§ **Given data**
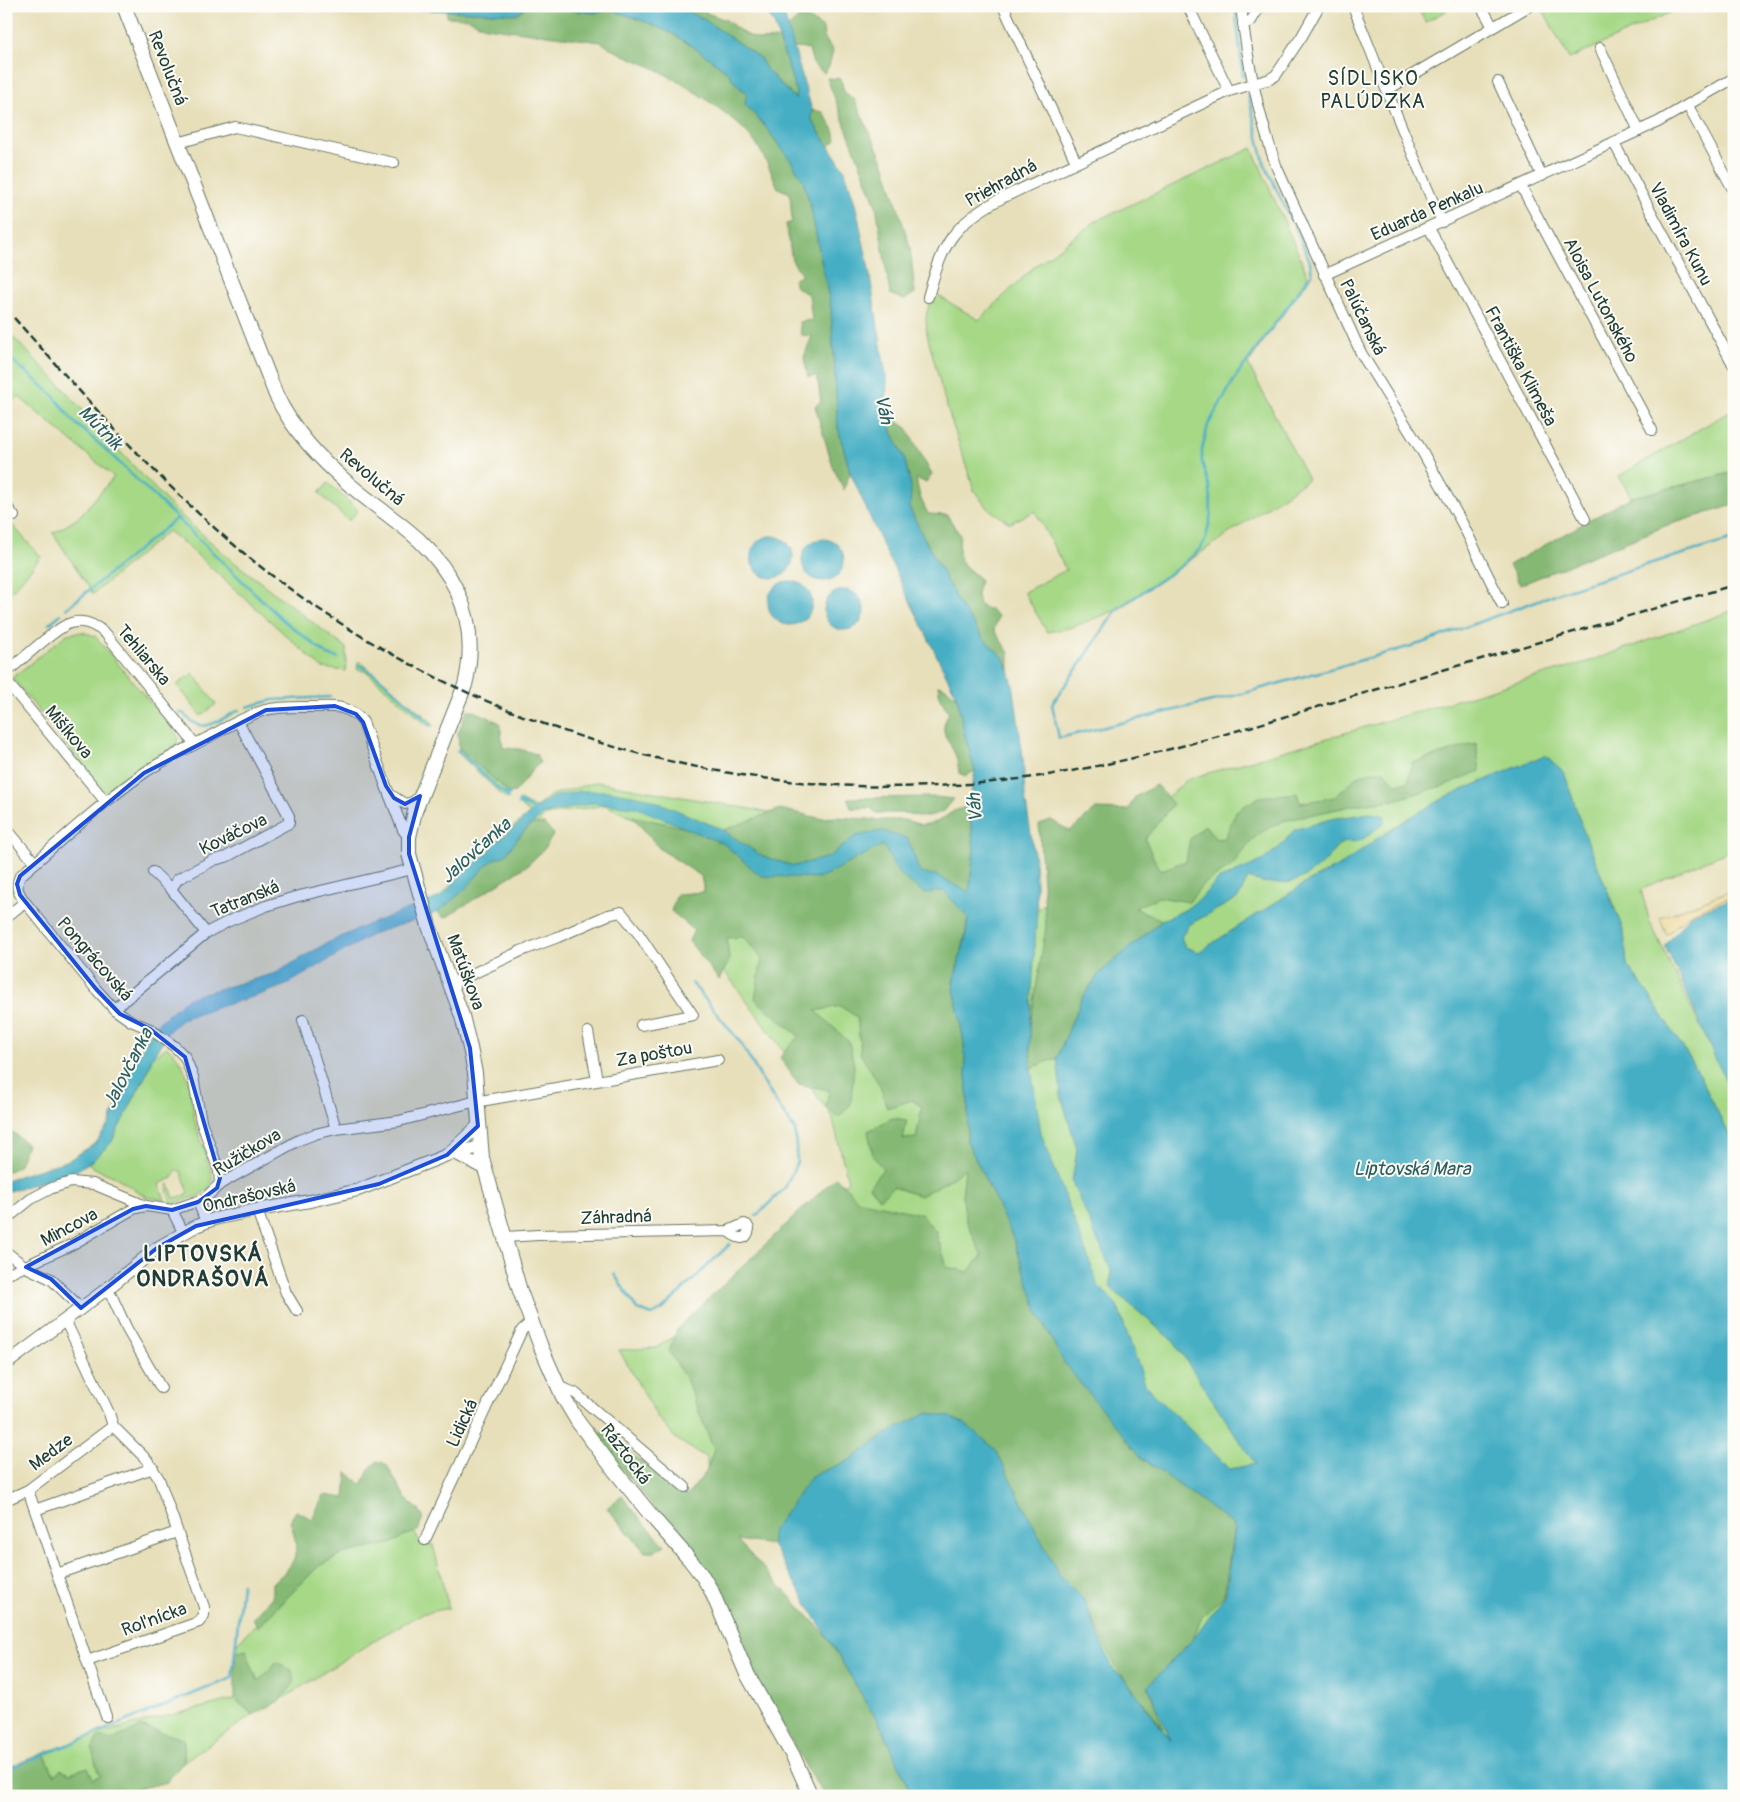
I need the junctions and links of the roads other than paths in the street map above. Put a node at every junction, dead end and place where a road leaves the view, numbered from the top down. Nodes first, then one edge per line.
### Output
1 (124, 6) edge
2 (1003, 6) edge
3 (1188, 6) edge
4 (1241, 6) edge
5 (1260, 6) edge
6 (1319, 6) edge
7 (1353, 6) edge
8 (1481, 6) edge
9 (1529, 6) edge
10 (1243, 24) junction
11 (1493, 28) junction
12 (1600, 48) dead end
13 (1734, 78) edge
14 (1498, 82) dead end
15 (1253, 85) junction
16 (1387, 90) junction
17 (1228, 91) junction
18 (1688, 106) junction
19 (1639, 131) junction
20 (1614, 142) junction
21 (178, 143) junction
22 (1076, 162) junction
23 (394, 163) dead end
24 (1542, 176) junction
25 (1521, 186) junction
26 (1734, 191) edge
27 (1442, 222) junction
28 (1428, 228) junction
29 (1324, 275) junction
30 (928, 297) dead end
31 (1734, 366) edge
32 (1652, 430) dead end
33 (6, 506) edge
34 (14, 516) dead end
35 (1585, 519) dead end
36 (1502, 604) dead end
37 (6, 673) edge
38 (6, 681) edge
39 (238, 722) junction
40 (195, 744) junction
41 (389, 794) junction
42 (420, 796) junction
43 (106, 802) junction
44 (6, 828) edge
45 (408, 838) junction
46 (35, 863) junction
47 (413, 869) junction
48 (153, 872) dead end
49 (170, 889) junction
50 (25, 902) junction
51 (6, 917) edge
52 (206, 933) junction
53 (451, 984) junction
54 (114, 1008) junction
55 (303, 1020) dead end
56 (640, 1025) dead end
57 (588, 1032) dead end
58 (718, 1060) dead end
59 (597, 1080) junction
60 (478, 1102) junction
61 (478, 1126) junction
62 (336, 1129) junction
63 (480, 1146) junction
64 (451, 1154) junction
65 (485, 1169) junction
66 (220, 1184) junction
67 (198, 1202) junction
68 (146, 1206) junction
69 (172, 1210) junction
70 (257, 1210) junction
71 (6, 1219) edge
72 (206, 1222) junction
73 (728, 1231) dead end
74 (183, 1232) junction
75 (506, 1237) junction
76 (6, 1252) edge
77 (26, 1267) junction
78 (6, 1275) edge
79 (108, 1288) junction
80 (81, 1308) junction
81 (297, 1311) dead end
82 (65, 1320) junction
83 (531, 1322) junction
84 (6, 1364) edge
85 (161, 1388) dead end
86 (559, 1390) junction
87 (114, 1426) junction
88 (153, 1468) junction
89 (685, 1488) dead end
90 (28, 1490) junction
91 (6, 1500) edge
92 (35, 1510) junction
93 (177, 1532) junction
94 (425, 1540) dead end
95 (57, 1574) junction
96 (87, 1660) junction
97 (106, 1716) dead end
98 (811, 1796) edge

1 - 21 main road, Revolučná
2 - 22 street
3 - 17 street
4 - 10 street, Palúčanská
5 - 10 street
6 - 15 street, Priehradná
7 - 16 street
8 - 11 street
9 - 11 street
10 - 15 street, Palúčanská
11 - 16 street
12 - 19 street
13 - 18 street, Eduarda Penkalu
14 - 24 street
15 - 17 street, Priehradná
15 - 29 street, Palúčanská
16 - 27 street
17 - 22 street, Priehradná
18 - 19 street, Eduarda Penkalu
18 - 26 street
19 - 20 street, Eduarda Penkalu
20 - 24 street, Eduarda Penkalu
20 - 31 street, Vladimíra Kunu
21 - 23 street
21 - 42 main road, Revolučná
22 - 30 street, Priehradná
24 - 25 street, Eduarda Penkalu
25 - 27 street, Eduarda Penkalu
25 - 32 street, Aloisa Lutonského
27 - 28 street, Eduarda Penkalu
28 - 29 street, Eduarda Penkalu
28 - 35 street, Františka Klimeša
29 - 36 street, Palúčanská
33 - 34 street
37 - 40 street, Tehliarska
38 - 43 street, Mišíkova
39 - 40 street
39 - 41 street, Matúškova
39 - 49 street, Kováčova
40 - 43 street
41 - 42 street
41 - 45 street, Matúškova
42 - 45 main road, Revolučná
43 - 46 street
44 - 46 street
45 - 47 main road, Matúškova
46 - 50 street
47 - 52 street, Tatranská
47 - 53 main road, Matúškova
48 - 49 street
49 - 52 street
50 - 51 street
50 - 54 street, Pongrácovská
52 - 54 street, Tatranská
53 - 56 street
53 - 60 main road, Matúškova
54 - 66 street, Pongrácovská
55 - 62 street
57 - 59 street, Za poštou
58 - 59 street, Za poštou
59 - 60 street, Za poštou
60 - 61 main road, Matúškova
60 - 62 street, Ružičkova
61 - 63 main road, Matúškova
61 - 64 street, Ondrašovská
62 - 66 street, Ružičkova
63 - 64 street, Ondrašovská
63 - 65 main road, Matúškova
64 - 65 street
64 - 70 street, Ondrašovská
65 - 75 main road, Ráztocká
66 - 67 street, Ružičkova
67 - 69 street
67 - 72 street
68 - 69 street
68 - 71 street
68 - 77 street, Mincova
69 - 74 street
70 - 72 street, Ondrašovská
70 - 81 street
72 - 74 street, Ondrašovská
73 - 75 street, Záhradná
74 - 79 street, Ondrašovská
75 - 83 main road, Ráztocká
76 - 77 street
77 - 78 street, Mincova
77 - 80 street
79 - 80 street, Ondrašovská
79 - 85 street
80 - 82 street, Ondrašovská
82 - 84 street, Ondrašovská
82 - 87 street, Roľnícka
83 - 86 main road, Ráztocká
83 - 94 street, Lidická
86 - 89 street
86 - 98 main road, Ráztocká
87 - 88 street, Roľnícka
87 - 90 street, Medze
88 - 92 street
88 - 93 street, Roľnícka
90 - 91 street, Medze
90 - 92 street
92 - 95 street
93 - 95 street
93 - 96 street, Roľnícka
95 - 96 street
96 - 97 street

§ **What is required**
What lines in the material above hold the word "Ružičkova"? Pull them out.

§ **Response area**
60 - 62 street, Ružičkova
62 - 66 street, Ružičkova
66 - 67 street, Ružičkova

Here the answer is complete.